I'm losing my edge to the art-school Manchester kids in little jackets and borrowed nostalgia for the unremembered nineties.
I'm losing my edge.
I'm losing my edge.
I can hear the footsteps every night on the decks.
But I was there.
I was there in 1980 at the first Cybotron practice in a loft in Detroit.
I was working on the mellotron sounds with much patience.
I was there when Nile Rodgers started up his first band.

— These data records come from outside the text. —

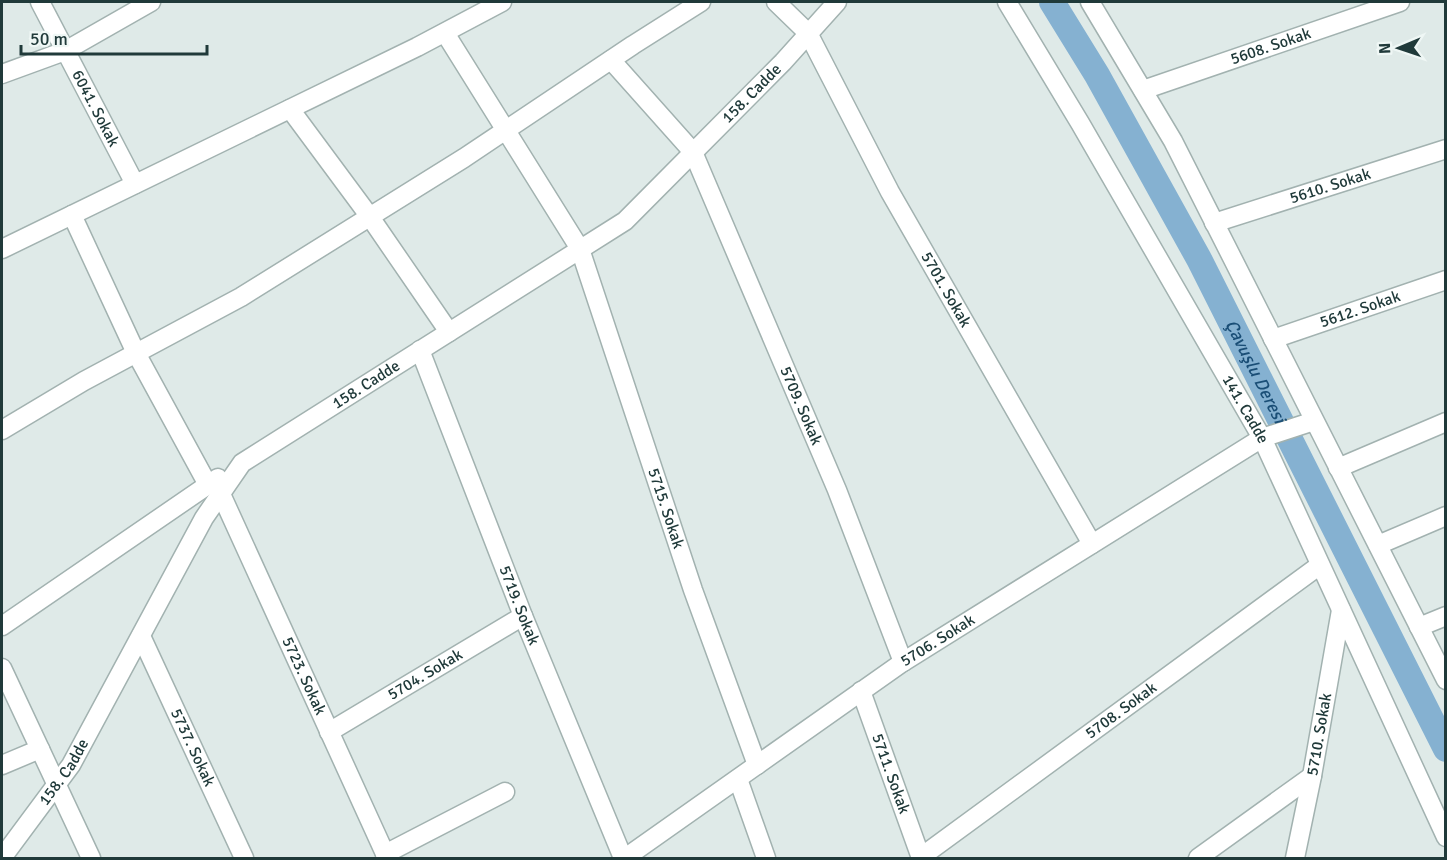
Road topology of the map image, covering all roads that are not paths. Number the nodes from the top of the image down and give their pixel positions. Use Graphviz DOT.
graph roads {
  1 [pos="40,2"];
  2 [pos="152,2"];
  3 [pos="502,2"];
  4 [pos="701,2"];
  5 [pos="776,2"];
  6 [pos="837,2"];
  7 [pos="1007,2"];
  8 [pos="1090,2"];
  9 [pos="1400,2"];
  10 [pos="445,33"];
  11 [pos="808,33"];
  12 [pos="66,51"];
  13 [pos="611,60"];
  14 [pos="2,74"];
  15 [pos="1143,90"];
  16 [pos="290,109"];
  17 [pos="506,130"];
  18 [pos="1446,149"];
  19 [pos="693,152"];
  20 [pos="135,184"];
  21 [pos="72,215"];
  22 [pos="370,217"];
  23 [pos="1214,223"];
  24 [pos="2,249"];
  25 [pos="580,249"];
  26 [pos="1446,280"];
  27 [pos="449,332"];
  28 [pos="1273,339"];
  29 [pos="420,350"];
  30 [pos="136,353"];
  31 [pos="1314,421"];
  32 [pos="1446,422"];
  33 [pos="2,430"];
  34 [pos="1263,437"];
  35 [pos="1338,468"];
  36 [pos="215,490"];
  37 [pos="1446,516"];
  38 [pos="1092,544"];
  39 [pos="1377,545"];
  40 [pos="1320,565"];
  41 [pos="1341,610"];
  42 [pos="523,616"];
  43 [pos="1446,616"];
  44 [pos="2,626"];
  45 [pos="1419,627"];
  46 [pos="141,636"];
  47 [pos="903,662"];
  48 [pos="2,668"];
  49 [pos="1446,680"];
  50 [pos="861,691"];
  51 [pos="329,732"];
  52 [pos="40,749"];
  53 [pos="2,765"];
  54 [pos="758,765"];
  55 [pos="1312,776"];
  56 [pos="738,779"];
  57 [pos="56,785"];
  58 [pos="505,792"];
  59 [pos="1446,837"];
  60 [pos="386,856"];
  61 [pos="2,858"];
  62 [pos="90,858"];
  63 [pos="244,858"];
  64 [pos="624,858"];
  65 [pos="766,858"];
  66 [pos="921,858"];
  67 [pos="1198,858"];
  68 [pos="1295,858"];
  1 -- 12 [label="street, 6041. Sokak"];
  2 -- 12 [label="street"];
  3 -- 10 [label="street"];
  4 -- 13 [label="street"];
  5 -- 11 [label="street, 5701. Sokak"];
  6 -- 11 [label="street, 158. Cadde"];
  7 -- 34 [label="street, 141. Cadde"];
  8 -- 15 [label="street"];
  9 -- 15 [label="street, 5608. Sokak"];
  10 -- 16 [label="street"];
  10 -- 17 [label="street, 5715. Sokak"];
  11 -- 19 [label="street, 158. Cadde"];
  11 -- 38 [label="street, 5701. Sokak"];
  12 -- 14 [label="street"];
  12 -- 20 [label="street, 6041. Sokak"];
  13 -- 17 [label="street"];
  13 -- 19 [label="street, 5709. Sokak"];
  15 -- 23 [label="street"];
  16 -- 20 [label="street"];
  16 -- 22 [label="street"];
  17 -- 22 [label="street"];
  17 -- 25 [label="street, 5715. Sokak"];
  18 -- 23 [label="street, 5610. Sokak"];
  19 -- 25 [label="street, 158. Cadde"];
  19 -- 47 [label="street, 5709. Sokak"];
  20 -- 21 [label="street"];
  21 -- 24 [label="street"];
  21 -- 30 [label="street, 5723. Sokak"];
  22 -- 27 [label="street"];
  22 -- 30 [label="street"];
  23 -- 28 [label="street"];
  25 -- 27 [label="street, 158. Cadde"];
  25 -- 54 [label="street, 5715. Sokak"];
  26 -- 28 [label="street, 5612. Sokak"];
  27 -- 29 [label="street, 158. Cadde"];
  28 -- 31 [label="street"];
  29 -- 36 [label="street, 158. Cadde"];
  29 -- 42 [label="street, 5719. Sokak"];
  30 -- 33 [label="street"];
  30 -- 36 [label="street, 5723. Sokak"];
  31 -- 34 [label="street, 5706. Sokak"];
  31 -- 35 [label="street"];
  32 -- 35 [label="street"];
  34 -- 38 [label="street, 5706. Sokak"];
  34 -- 40 [label="street, 141. Cadde"];
  35 -- 39 [label="street"];
  36 -- 44 [label="street"];
  36 -- 46 [label="street, 158. Cadde"];
  36 -- 51 [label="street, 5723. Sokak"];
  37 -- 39 [label="street"];
  38 -- 47 [label="street, 5706. Sokak"];
  39 -- 45 [label="street"];
  40 -- 41 [label="street, 141. Cadde"];
  40 -- 66 [label="street, 5708. Sokak"];
  41 -- 55 [label="street, 5710. Sokak"];
  41 -- 59 [label="street, 141. Cadde"];
  42 -- 51 [label="street, 5704. Sokak"];
  42 -- 64 [label="street, 5719. Sokak"];
  43 -- 45 [label="street"];
  45 -- 49 [label="street"];
  46 -- 57 [label="street, 158. Cadde"];
  46 -- 63 [label="street, 5737. Sokak"];
  47 -- 50 [label="street, 5706. Sokak"];
  48 -- 52 [label="street"];
  50 -- 54 [label="street, 5706. Sokak"];
  50 -- 66 [label="street, 5711. Sokak"];
  51 -- 60 [label="street, 5723. Sokak"];
  52 -- 53 [label="street"];
  52 -- 57 [label="street"];
  54 -- 56 [label="street, 5706. Sokak"];
  55 -- 67 [label="street"];
  55 -- 68 [label="street, 5710. Sokak"];
  56 -- 64 [label="street, 5706. Sokak"];
  56 -- 65 [label="street"];
  57 -- 61 [label="street, 158. Cadde"];
  57 -- 62 [label="street"];
  58 -- 60 [label="street"];
}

I told him, "Don't do it that way. You'll never make a dime."
I was there.
I was the first guy playing The New Christs to the crunk kids.
I played it at the Roxy.
Everybody thought I was crazy.
We all know.
I was there.
I was there.
I've never been wrong.
But I'm losing my edge to better-looking people with better ideas and more talent.
And they're actually really, really nice.
I'm losing my edge.
I heard you have a compilation of every good song ever done by anybody.

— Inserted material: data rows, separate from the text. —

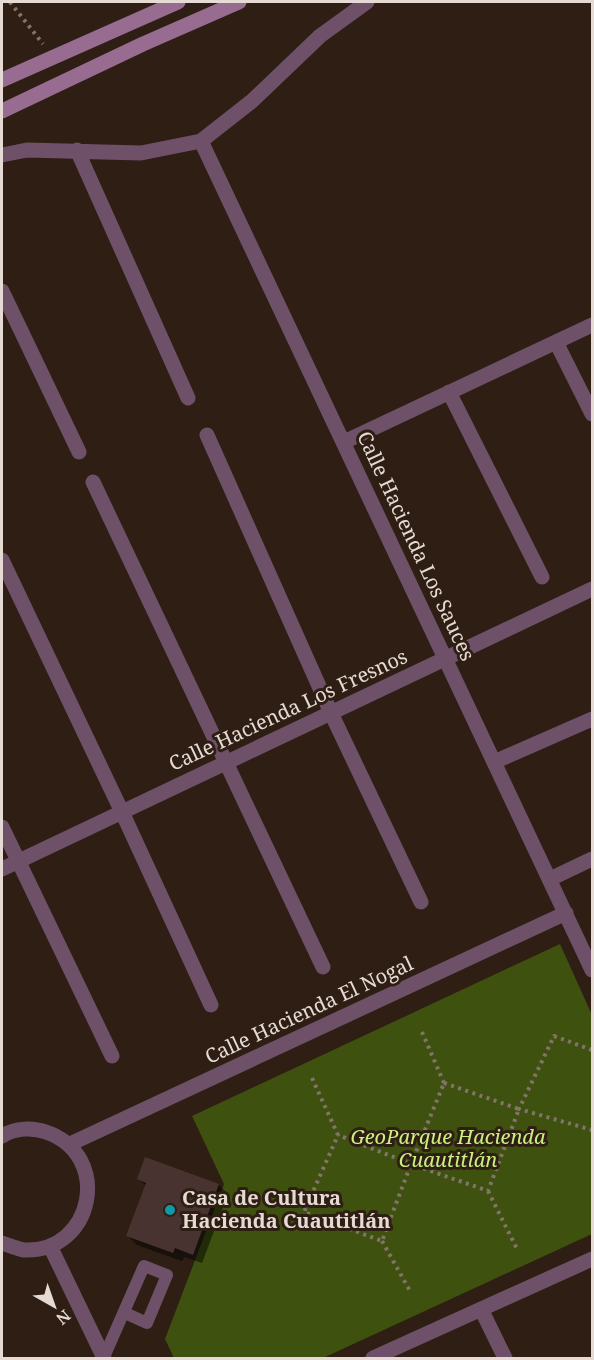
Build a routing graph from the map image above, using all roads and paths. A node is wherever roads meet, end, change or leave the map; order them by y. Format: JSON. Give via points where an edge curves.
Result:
{"nodes":[{"id":1,"x":10,"y":2,"type":"edge"},
{"id":2,"x":178,"y":2,"type":"edge"},
{"id":3,"x":239,"y":2,"type":"edge"},
{"id":4,"x":368,"y":2,"type":"edge"},
{"id":5,"x":52,"y":57,"type":"junction"},
{"id":6,"x":2,"y":80,"type":"edge"},
{"id":7,"x":2,"y":111,"type":"edge"},
{"id":8,"x":201,"y":141,"type":"junction"},
{"id":9,"x":76,"y":150,"type":"junction"},
{"id":10,"x":2,"y":155,"type":"edge"},
{"id":11,"x":2,"y":291,"type":"edge"},
{"id":12,"x":592,"y":325,"type":"edge"},
{"id":13,"x":556,"y":342,"type":"junction"},
{"id":14,"x":449,"y":392,"type":"junction"},
{"id":15,"x":188,"y":398,"type":"dead end"},
{"id":16,"x":592,"y":414,"type":"edge"},
{"id":17,"x":207,"y":435,"type":"dead end"},
{"id":18,"x":344,"y":442,"type":"junction"},
{"id":19,"x":79,"y":453,"type":"dead end"},
{"id":20,"x":93,"y":482,"type":"dead end"},
{"id":21,"x":2,"y":560,"type":"edge"},
{"id":22,"x":542,"y":577,"type":"dead end"},
{"id":23,"x":592,"y":589,"type":"edge"},
{"id":24,"x":445,"y":658,"type":"junction"},
{"id":25,"x":331,"y":713,"type":"junction"},
{"id":26,"x":592,"y":719,"type":"edge"},
{"id":27,"x":494,"y":762,"type":"junction"},
{"id":28,"x":225,"y":763,"type":"junction"},
{"id":29,"x":122,"y":812,"type":"junction"},
{"id":30,"x":2,"y":827,"type":"edge"},
{"id":31,"x":592,"y":859,"type":"edge"},
{"id":32,"x":18,"y":861,"type":"junction"},
{"id":33,"x":2,"y":869,"type":"edge"},
{"id":34,"x":550,"y":879,"type":"junction"},
{"id":35,"x":421,"y":902,"type":"dead end"},
{"id":36,"x":566,"y":913,"type":"junction"},
{"id":37,"x":322,"y":966,"type":"dead end"},
{"id":38,"x":592,"y":970,"type":"edge"},
{"id":39,"x":211,"y":1005,"type":"dead end"},
{"id":40,"x":422,"y":1032,"type":"dead end"},
{"id":41,"x":592,"y":1050,"type":"edge"},
{"id":42,"x":112,"y":1056,"type":"dead end"},
{"id":43,"x":312,"y":1078,"type":"dead end"},
{"id":44,"x":444,"y":1083,"type":"junction"},
{"id":45,"x":519,"y":1109,"type":"junction"},
{"id":46,"x":4,"y":1129,"type":"edge"},
{"id":47,"x":592,"y":1130,"type":"edge"},
{"id":48,"x":338,"y":1135,"type":"junction"},
{"id":49,"x":70,"y":1144,"type":"junction"},
{"id":50,"x":411,"y":1164,"type":"junction"},
{"id":51,"x":488,"y":1191,"type":"junction"},
{"id":52,"x":382,"y":1241,"type":"junction"},
{"id":53,"x":2,"y":1243,"type":"edge"},
{"id":54,"x":50,"y":1246,"type":"junction"},
{"id":55,"x":517,"y":1249,"type":"dead end"},
{"id":56,"x":591,"y":1264,"type":"edge"},
{"id":57,"x":410,"y":1292,"type":"dead end"},
{"id":58,"x":482,"y":1311,"type":"junction"},
{"id":59,"x":125,"y":1313,"type":"dead end"},
{"id":60,"x":104,"y":1358,"type":"edge"},
{"id":61,"x":374,"y":1359,"type":"edge"},
{"id":62,"x":505,"y":1359,"type":"edge"}],
"edges":[{"from":1,"to":5,"type":"path"},
{"from":2,"to":5,"type":"main road"},
{"from":3,"to":7,"type":"main road"},
{"from":4,"to":8,"type":"street","via":[[320,36],[252,101]]},
{"from":5,"to":6,"type":"main road"},
{"from":8,"to":9,"type":"street","via":[[141,153]]},
{"from":8,"to":18,"type":"street","name":"Calle Hacienda Los Sauces"},
{"from":9,"to":10,"type":"street","via":[[27,150]]},
{"from":9,"to":15,"type":"street"},
{"from":11,"to":19,"type":"street"},
{"from":12,"to":13,"type":"street"},
{"from":13,"to":14,"type":"street"},
{"from":13,"to":16,"type":"street"},
{"from":14,"to":18,"type":"street"},
{"from":14,"to":22,"type":"street"},
{"from":17,"to":25,"type":"street"},
{"from":18,"to":24,"type":"street","name":"Calle Hacienda Los Sauces"},
{"from":20,"to":28,"type":"street"},
{"from":21,"to":29,"type":"street"},
{"from":23,"to":24,"type":"street","name":"Calle Hacienda Los Fresnos"},
{"from":24,"to":25,"type":"street","name":"Calle Hacienda Los Fresnos"},
{"from":24,"to":27,"type":"street","name":"Calle Hacienda Los Sauces"},
{"from":25,"to":28,"type":"street","name":"Calle Hacienda Los Fresnos"},
{"from":25,"to":35,"type":"street"},
{"from":26,"to":27,"type":"street"},
{"from":27,"to":34,"type":"street","name":"Calle Hacienda Los Sauces"},
{"from":28,"to":29,"type":"street","name":"Calle Hacienda Los Fresnos"},
{"from":28,"to":37,"type":"street"},
{"from":29,"to":32,"type":"street","name":"Calle Hacienda Los Fresnos"},
{"from":29,"to":39,"type":"street"},
{"from":30,"to":32,"type":"street"},
{"from":31,"to":34,"type":"street"},
{"from":32,"to":33,"type":"street","name":"Calle Hacienda Los Fresnos"},
{"from":32,"to":42,"type":"street"},
{"from":34,"to":36,"type":"street","name":"Calle Hacienda Los Sauces"},
{"from":36,"to":38,"type":"street","name":"Calle Hacienda Los Sauces"},
{"from":36,"to":49,"type":"street","name":"Calle Hacienda El Nogal"},
{"from":40,"to":44,"type":"path"},
{"from":41,"to":45,"type":"path","via":[[554,1036]]},
{"from":43,"to":48,"type":"path"},
{"from":44,"to":45,"type":"path"},
{"from":44,"to":50,"type":"path"},
{"from":45,"to":47,"type":"path"},
{"from":45,"to":51,"type":"path"},
{"from":46,"to":49,"type":"street","via":[[40,1130]]},
{"from":48,"to":50,"type":"path"},
{"from":48,"to":52,"type":"path","via":[[304,1212]]},
{"from":49,"to":54,"type":"street","via":[[84,1164],[89,1188],[85,1212],[71,1232]]},
{"from":50,"to":51,"type":"path"},
{"from":50,"to":52,"type":"path"},
{"from":51,"to":55,"type":"path"},
{"from":52,"to":57,"type":"path"},
{"from":53,"to":54,"type":"street","via":[[23,1250]]},
{"from":54,"to":60,"type":"street"},
{"from":56,"to":58,"type":"street"},
{"from":58,"to":61,"type":"street"},
{"from":58,"to":62,"type":"street"},
{"from":59,"to":60,"type":"lane"}]}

Every great song by Roger Hodgson. All the underground hits.
All The Fortunes tracks. I heard you have a vinyl of every Marc Romboy vs. Booka Shade record on German import.
I heard that you have a white label of every seminal rap hit - 1985, '86, '87.

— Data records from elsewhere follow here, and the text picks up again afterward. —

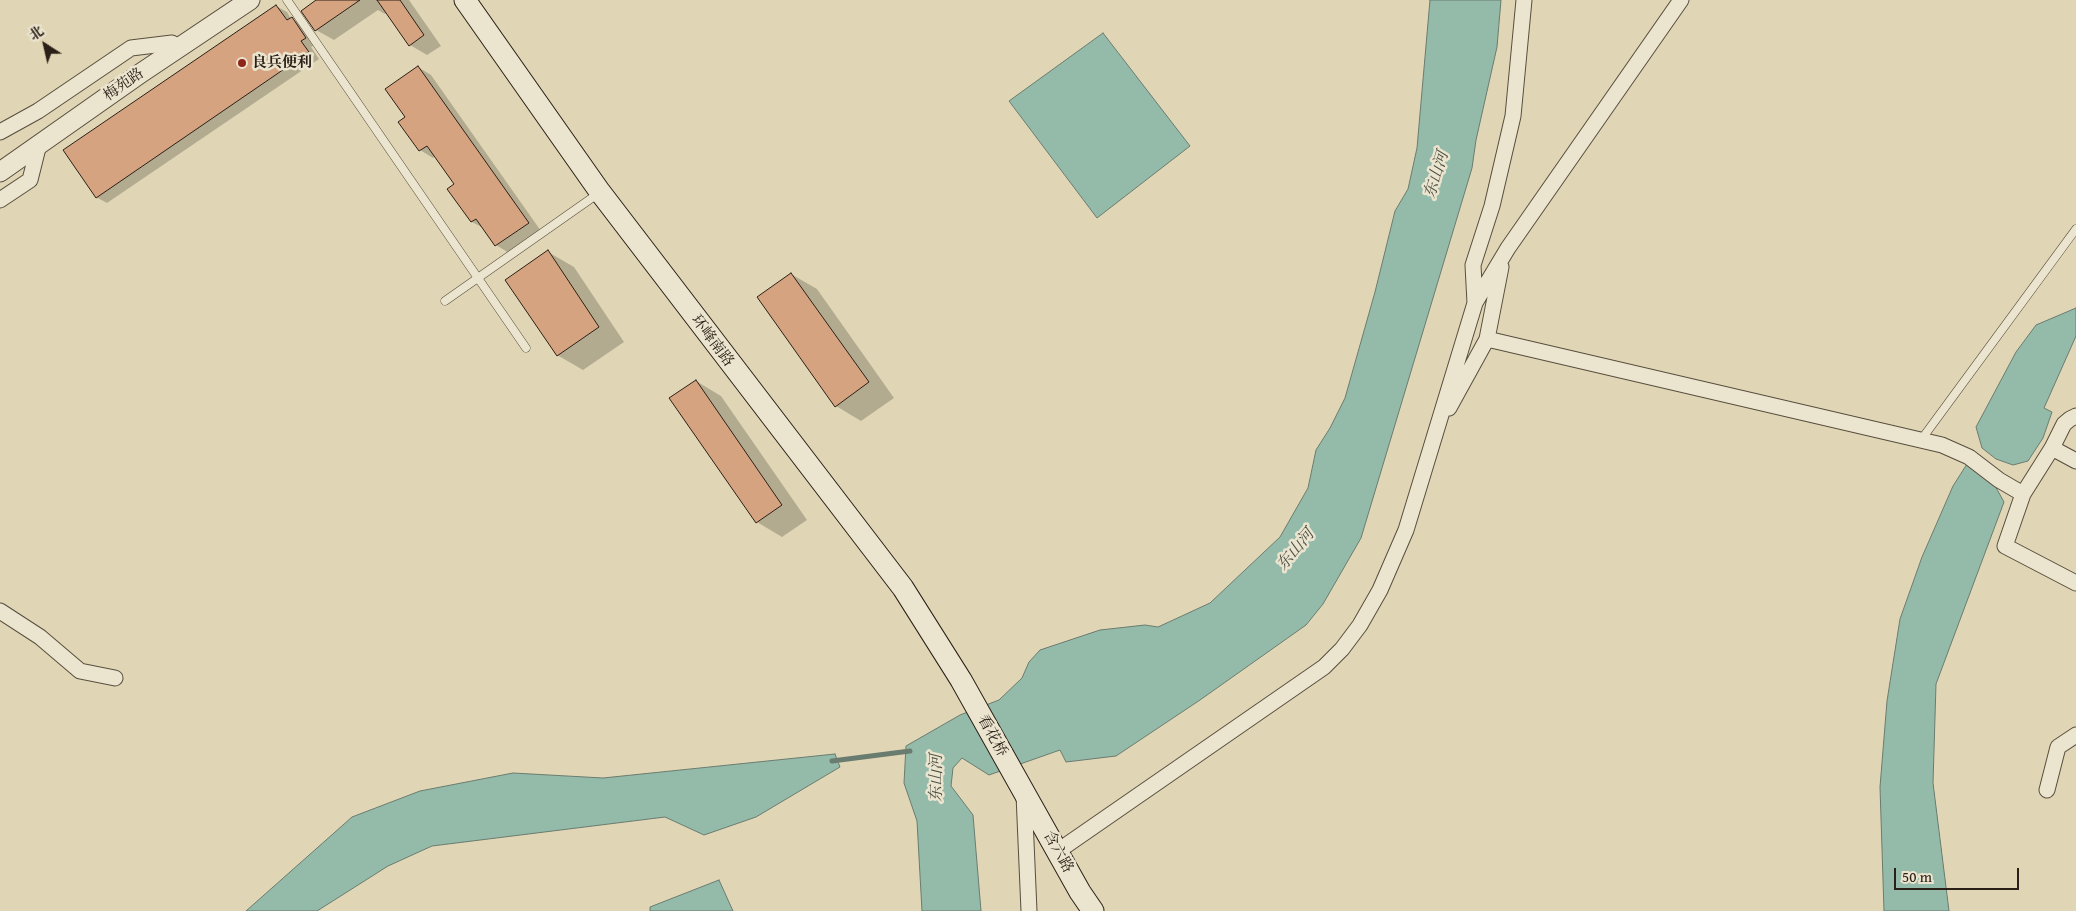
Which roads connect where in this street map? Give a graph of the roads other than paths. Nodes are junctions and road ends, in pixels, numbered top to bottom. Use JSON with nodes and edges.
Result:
{"nodes":[{"id":1,"x":235,"y":0,"type":"edge"},
{"id":2,"x":250,"y":0,"type":"edge"},
{"id":3,"x":287,"y":0,"type":"edge"},
{"id":4,"x":465,"y":0,"type":"edge"},
{"id":5,"x":1524,"y":0,"type":"edge"},
{"id":6,"x":1681,"y":0,"type":"edge"},
{"id":7,"x":172,"y":43,"type":"junction"},
{"id":8,"x":0,"y":132,"type":"edge"},
{"id":9,"x":39,"y":144,"type":"junction"},
{"id":10,"x":0,"y":157,"type":"edge"},
{"id":11,"x":0,"y":172,"type":"edge"},
{"id":12,"x":600,"y":192,"type":"junction"},
{"id":13,"x":0,"y":200,"type":"edge"},
{"id":14,"x":2076,"y":229,"type":"edge"},
{"id":15,"x":1504,"y":256,"type":"junction"},
{"id":16,"x":478,"y":278,"type":"junction"},
{"id":17,"x":445,"y":301,"type":"dead end"},
{"id":18,"x":1474,"y":303,"type":"junction"},
{"id":19,"x":1487,"y":339,"type":"junction"},
{"id":20,"x":526,"y":348,"type":"dead end"},
{"id":21,"x":2076,"y":416,"type":"edge"},
{"id":22,"x":1435,"y":436,"type":"junction"},
{"id":23,"x":1921,"y":440,"type":"junction"},
{"id":24,"x":2052,"y":448,"type":"junction"},
{"id":25,"x":2076,"y":461,"type":"edge"},
{"id":26,"x":2023,"y":494,"type":"junction"},
{"id":27,"x":2076,"y":583,"type":"edge"},
{"id":28,"x":0,"y":611,"type":"edge"},
{"id":29,"x":115,"y":678,"type":"dead end"},
{"id":30,"x":961,"y":680,"type":"joint"},
{"id":31,"x":2076,"y":735,"type":"edge"},
{"id":32,"x":2048,"y":790,"type":"dead end"},
{"id":33,"x":1024,"y":792,"type":"junction"},
{"id":34,"x":1058,"y":851,"type":"junction"},
{"id":35,"x":1029,"y":911,"type":"edge"},
{"id":36,"x":1093,"y":911,"type":"edge"}],
"edges":[{"from":1,"to":7,"type":"street","name":"梅苑路"},
{"from":2,"to":9,"type":"street","name":"梅苑路"},
{"from":3,"to":16,"type":"lane"},
{"from":4,"to":12,"type":"main road","name":"环峰南路"},
{"from":5,"to":18,"type":"street"},
{"from":6,"to":15,"type":"street"},
{"from":7,"to":8,"type":"street"},
{"from":7,"to":10,"type":"street","name":"梅苑路"},
{"from":9,"to":11,"type":"street","name":"梅苑路"},
{"from":9,"to":13,"type":"street"},
{"from":12,"to":16,"type":"lane"},
{"from":12,"to":30,"type":"main road","name":"环峰南路"},
{"from":14,"to":23,"type":"lane"},
{"from":15,"to":18,"type":"street"},
{"from":15,"to":19,"type":"street"},
{"from":16,"to":17,"type":"lane"},
{"from":16,"to":20,"type":"lane"},
{"from":18,"to":22,"type":"street"},
{"from":19,"to":22,"type":"street"},
{"from":19,"to":23,"type":"street"},
{"from":21,"to":24,"type":"street"},
{"from":22,"to":34,"type":"street"},
{"from":23,"to":26,"type":"street"},
{"from":24,"to":25,"type":"street"},
{"from":24,"to":26,"type":"street"},
{"from":26,"to":27,"type":"street"},
{"from":28,"to":29,"type":"street"},
{"from":30,"to":33,"type":"main road","name":"看花桥"},
{"from":31,"to":32,"type":"street"},
{"from":33,"to":34,"type":"main road","name":"含六路"},
{"from":33,"to":35,"type":"street"},
{"from":34,"to":36,"type":"main road","name":"含六路"}]}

I heard that you have a CD compilation of every good '50s cut and another box set from the '80s.
I hear you're buying a güiro and a clarinet and are throwing your macbook out the window because you want to make something real. You want to make a Sandy B record.
I hear that you and your band have sold your theremin and bought a harpsichord.
I hear that you and your band have sold your harpsichord and bought a theremin.
I hear everybody that you know is more relevant than everybody that I know.
But have you seen my records?
Scan 7,
Man Parrish,
Ohio Players,
The Flesh Eaters,
Ossler,
Derrick Morgan,
R.M.O.,
Aaron Thompson,
Eric Dolphy,
Bluetip,
Gichy Dan,
Yellowson,
The Slits,
Schoolly D,
Zapp,
Notorious Big And Bone Thugs,
The Beau Brummels,
X-Ray Spex,
Cheater Slicks,
Scott Walker,
Marvin Gaye,
Fat Boys,
The Fuzztones,
Masta Ace, Craig G, Kool G Rap, Big Daddy Kane,
Donny Hathaway,
Shuggie Otis,
Flash Fearless,
Marshall Jefferson,
Hot Snakes,
Nick Cave & The Bad Seeds,
Godley & Creme,
Fugazi,
The Angels of Light,
Public Enemy,
Lucky Dragons,
CMW,
Duran Duran,
X-101,
8 Eyed Spy,
Andrew Ashong & Theo Parrish,
The Cowsills,
Harpers Bizarre,
Unrelated Segments,
Jeff Lynne,
Rapeman,
Trumans Water,
FM Einheit,
Gabor Szabo,
Silicon Teens,
Todd Terry,
Curtis Mayfield,
Louis and Bebe Barron,
Bobby Sherman,
Alphaville,
Reuben Wilson,
The Offenders,
The Martian,
The Blues Magoos,
Hasil Adkins,
Eric B and Rakim,
Tres Demented,
Fatback Band,
Thee Headcoats, Thee Headcoats, Thee Headcoats, Thee Headcoats.
You don't know what you really want.
You don't know what you really want.
You don't know what you really want.
You don't know what you really want.
You don't know what you really want.
You don't know what you really want.
You don't know what you really want.
You don't know what you really want.
You don't know what you really want.
You don't know what you really want.
You don't know what you really want.
You don't know what you really want.
You don't know what you really want.
You don't know what you really want.
You don't know what you really want.